In the Amnesty report earlier that year an eyewitness described how a mob in an inner-city area blocked a road to beat a local gay man: "The crowd stood around watching, chanting ‘Battyman, battyman, battyman’ before gathering around him as he lay on the sidewalk," he said. "The crowd beat, punched and kicked him. They threw water from the gutter and garbage on him, all the while shouting ‘Battyman, battyman’. Then they dragged him down the road for half a kilometre. They shouted ‘Battyman fi’ dead’. As I stood across the street I realised there was nothing I could do to help him. Some mothers were actually in tears at what they were witnessing but there was nothing that they could do either. The crowd was saying, ‘Give him to us! Let us kill him! He’s a battyman!’" On April 4 a man was chased across the Mona campus at the University of West Indies and injured by a mob for allegedly propositioning a man in the toilets.

Earlier this month the Sunday Herald ran a front page headline "No homos!" in which opposition leader Bruce Golding vowed, according to the paper, that "homosexuals would find no solace in any cabinet formed by him". The statement was supported by several clergyman and a trade union leader. During the 2001 elections Golding’s party used as its theme song Chi Chi man by T.O.K. Lyrics, which celebrates the burning and killing of gay men.

Some of the country’s most popular musicians have in effect provided a soundtrack for these attacks. Along with Buju Banton, performers such as Capleton and Sizzla have been known to devote whole concerts to lambasting gay men. At one concert in January 2004, a dancehall singer told a crowd of 30,000 in St Elizabeth: "Kill dem battybwoys haffi dead, gun shots pon dem . . . who want to see dem dead put up his hand" (Kill them, the queers have to die, gun shots in their head … put up your hand if you want to see them dead).

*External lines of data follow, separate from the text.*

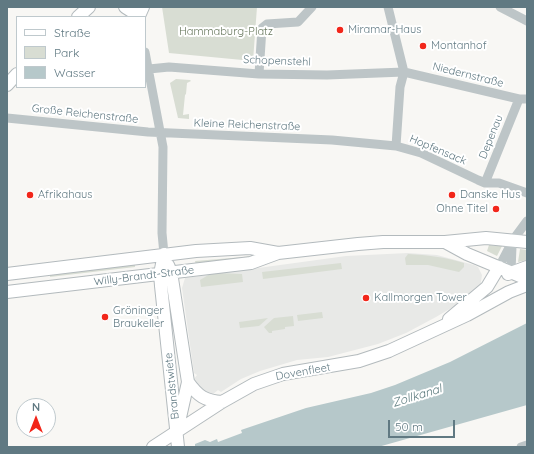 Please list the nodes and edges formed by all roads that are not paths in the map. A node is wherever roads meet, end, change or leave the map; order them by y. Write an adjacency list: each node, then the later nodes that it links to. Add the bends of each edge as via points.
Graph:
1 (89, 7): 7 (main road)
2 (125, 7): 6 (main road)
3 (312, 7): 12 (street, via 298,22 264,26 261,31)
4 (388, 7): 11 (street)
5 (500, 7): 8 (street)
6 (139, 12)
7 (79, 16)
8 (527, 21)
9 (146, 56): 10 (street, Brandstwiete)
10 (149, 69): 12 (street, Schopenstehl, via 169,66); 17 (street, Brandstwiete)
11 (404, 72): 12 (street, Schopenstehl); 15 (street, Niedernstraße); 19 (street, via 400,88)
12 (259, 74)
13 (16, 75): 14 (main road)
14 (7, 85)
15 (523, 99): 20 (street, Depenau)
16 (7, 118): 17 (street, Große Reichenstraße)
17 (161, 133): 18 (street, Kleine Reichenstraße); 27 (street, Brandstwiete)
18 (332, 140): 19 (street, Hopfensack)
19 (396, 146): 20 (street, Hopfensack, via 421,153)
20 (486, 183): 21 (street, Hopfensack, via 499,183)
21 (527, 193)
22 (527, 221): 23 (street)
23 (513, 240): 24 (main road, Willy-Brandt-Straße, via 486,238); 25 (main road, Willy-Brandt-Straße); 28 (street); 30 (street)
24 (445, 242): 26 (main road, Willy-Brandt-Straße, via 383,242); 28 (main road, Willy-Brandt-Straße)
25 (527, 242)
26 (278, 253): 27 (main road, Willy-Brandt-Straße, via 250,248); 31 (main road, Willy-Brandt-Straße, via 251,264)
27 (164, 254): 31 (main road, Brandstwiete); 32 (main road, Willy-Brandt-Straße)
28 (499, 267): 30 (main road, Willy-Brandt-Straße); 34 (main road, Dovenfleet)
29 (527, 267): 30 (main road)
30 (511, 272): 33 (main road, Willy-Brandt-Straße); 34 (main road, Dovenfleet)
31 (166, 273): 36 (main road, Willy-Brandt-Straße); 38 (main road, Brandstwiete); 40 (main road, Brandstwiete)
32 (7, 274)
33 (527, 279)
34 (491, 282): 37 (main road, Dovenfleet, via 478,296)
35 (527, 285): 37 (main road, Dovenfleet)
36 (7, 292)
37 (437, 328): 39 (main road, Dovenfleet, via 390,351 358,361 283,374 264,380)
38 (188, 382): 39 (main road, via 200,397); 40 (main road, Brandstwiete)
39 (222, 402): 40 (main road, Dovenfleet)
40 (177, 433): 42 (main road, Dovenfleet); 43 (main road)
41 (527, 445): 44 (street)
42 (153, 447)
43 (178, 447)
44 (521, 447) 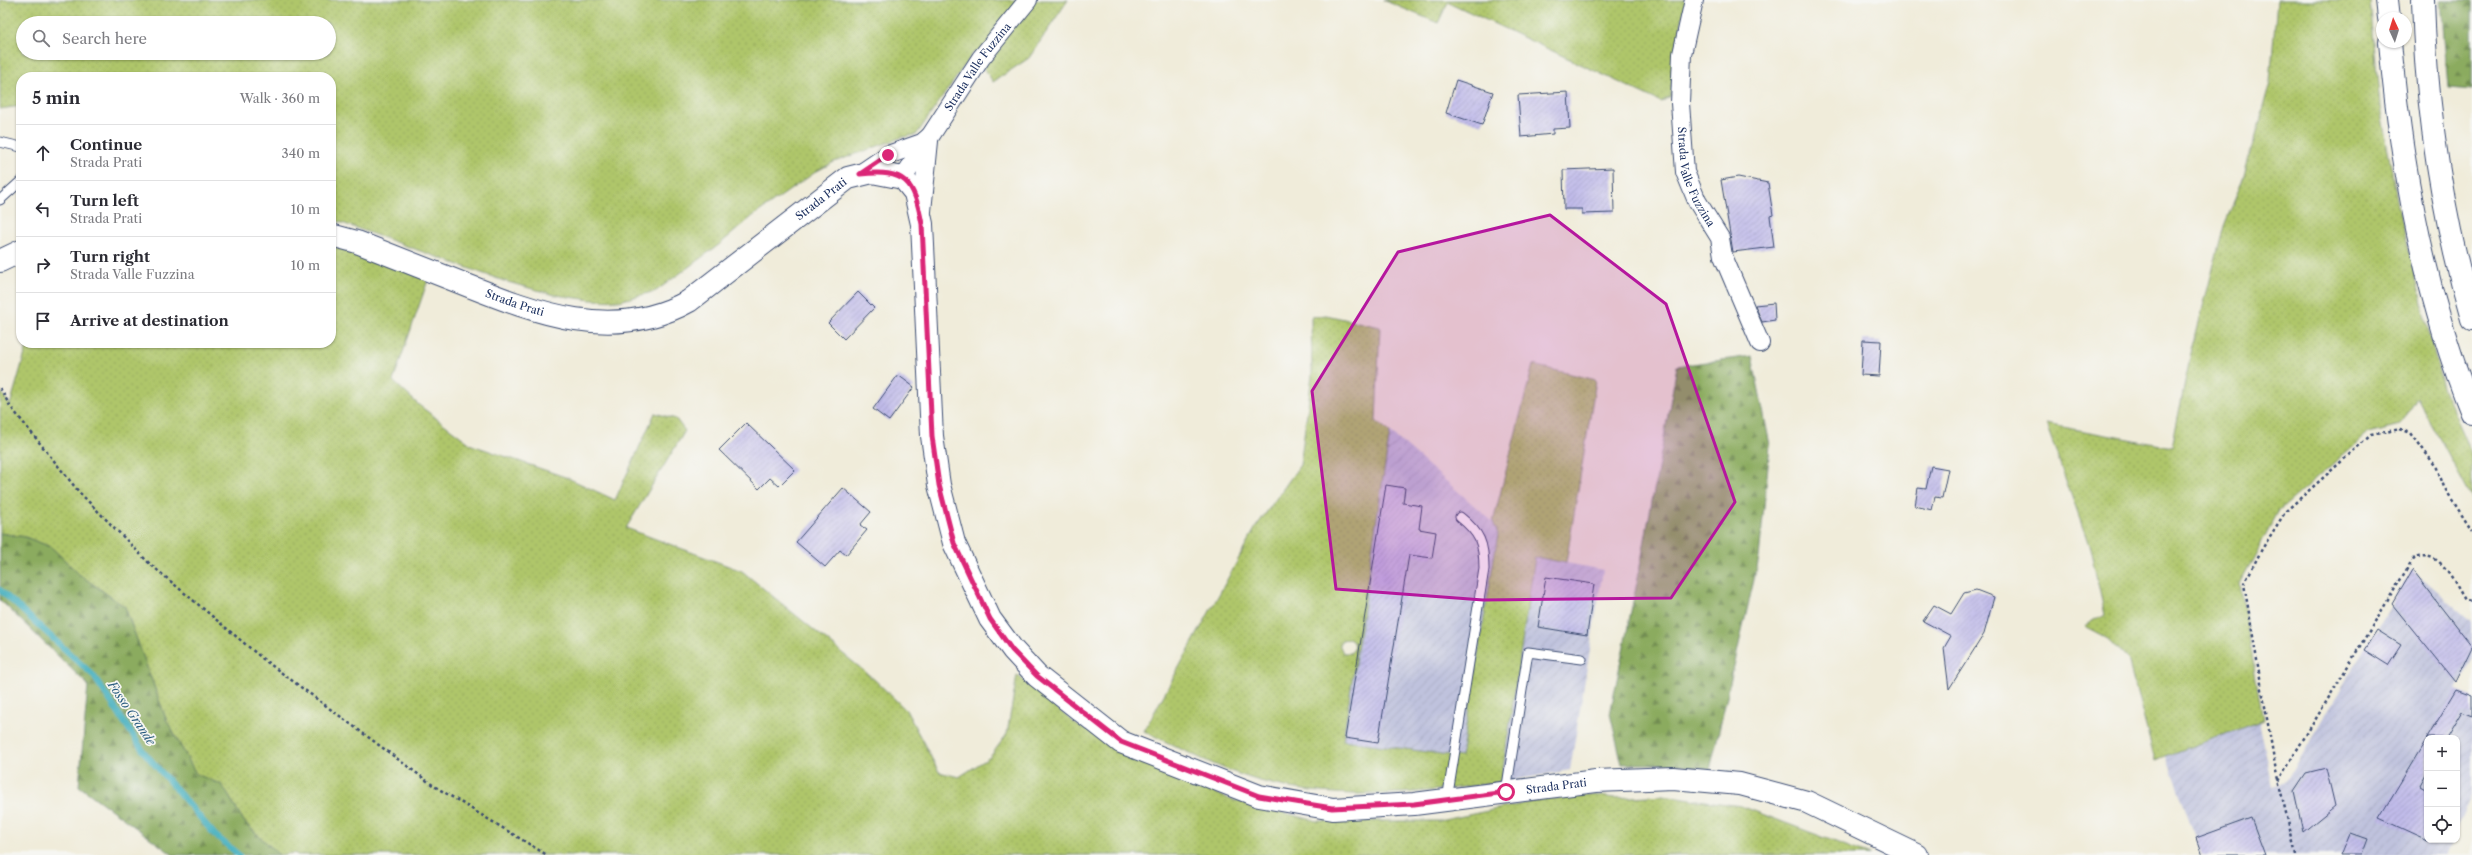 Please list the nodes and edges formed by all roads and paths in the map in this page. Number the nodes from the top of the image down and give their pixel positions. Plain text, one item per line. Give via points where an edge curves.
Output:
1 (1028, 0) edge
2 (1694, 0) edge
3 (2387, 0) edge
4 (2423, 0) edge
5 (2388, 12) edge
6 (2391, 48) edge
7 (930, 136) junction
8 (0, 142) edge
9 (16, 146) edge
10 (860, 174) junction
11 (903, 178) junction
12 (16, 186) edge
13 (0, 200) edge
14 (922, 224) junction
15 (336, 236) edge
16 (16, 253) edge
17 (0, 261) edge
18 (2472, 319) edge
19 (1760, 344) dead end
20 (0, 388) edge
21 (2472, 413) edge
22 (1460, 517) dead end
23 (2472, 531) edge
24 (2472, 601) edge
25 (1582, 659) dead end
26 (2278, 781) junction
27 (1506, 792) junction
28 (1447, 800) junction
29 (548, 855) edge
30 (1917, 855) edge
31 (2296, 855) edge

1 - 7 street, Strada Valle Fuzzina via 981,58
2 - 19 street, Strada Valle Fuzzina via 1682,54 1681,138 1686,172 1697,201 1720,238 1723,256
3 - 5 main road
4 - 18 main road via 2427,80 2442,191
6 - 21 main road via 2403,144 2421,246 2445,336
7 - 10 street, Strada Valle Fuzzina via 922,143 888,155
7 - 11 street, Strada Valle Fuzzina
7 - 14 street, Strada Valle Fuzzina
8 - 9 lane
10 - 11 main road, Strada Prati via 888,174
10 - 15 main road, Strada Prati via 831,189 689,301 674,310 621,322 564,318 529,310 357,242
11 - 14 main road, Strada Prati via 915,193
12 - 13 lane
14 - 28 main road, Strada Prati via 932,436 939,485 954,543 990,619 1012,650 1037,676 1121,742 1259,796 1332,808
16 - 17 main road
20 - 29 path via 10,406 79,492 162,574 263,660 434,786
22 - 28 lane via 1475,529 1481,542 1484,549 1484,569
23 - 26 path via 2444,487 2437,468 2411,433 2400,429 2371,435 2286,511 2244,584
24 - 26 path via 2465,600 2439,561 2430,556 2421,556 2414,560
25 - 27 lane via 1528,652
26 - 31 path
27 - 28 main road, Strada Prati
27 - 30 main road, Strada Prati via 1596,781 1673,778 1740,784 1807,802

Beenie Man, meanwhile has sung: "I’m a dreaming of a new Jamaica , come to execute all the gays." In 2004, a concert by him in London was cancelled after officers from Scotland Yard stopped him at Heathrow airport to discuss his lyrics. Other dancehall singers have had their concerts cancelled in Europe and North America after protests. A few months later Beenie Man apologised: "While my lyrics are very personal," he said, "I do not write them with the intent of purposefully hurting or maligning others, and I offer my sincerest apologies to those who might have been offended, threatened or hurt by my songs."

Carolyn Cooper, chair of reggae studies at the University of West Indies in Kingston, believes that dancehall has been misunderstood. "It is the music of young, working- class black people and I think that makes it an easy target. Homophobia is one part of dancehall but you shouldn’t reduce it to its homophobic lyrics. It’s a heterosexual music. It celebrates heterosexuality by denouncing homosexuality. Other types of music, like R&B, celebrate man and woman. Dancehall does the obverse. But I don’t think it incites people to violence. I think people understand the power of metaphor."

It is certainly true that gay Jamaicans make the distinction between dancehall music in general and homophobic lyrics of certain performers in particular. "I don’t know any gay Jamaicans who don’t like dancehall," says Philip Dayle, the Jamaica legal officer at the International Commission of Jurors. But given the literal nature of the discrimination they face they do not regard the most offensive lyrics as metaphorical. "When Boom bye bye comes on, I sit down. I can’t dance to that."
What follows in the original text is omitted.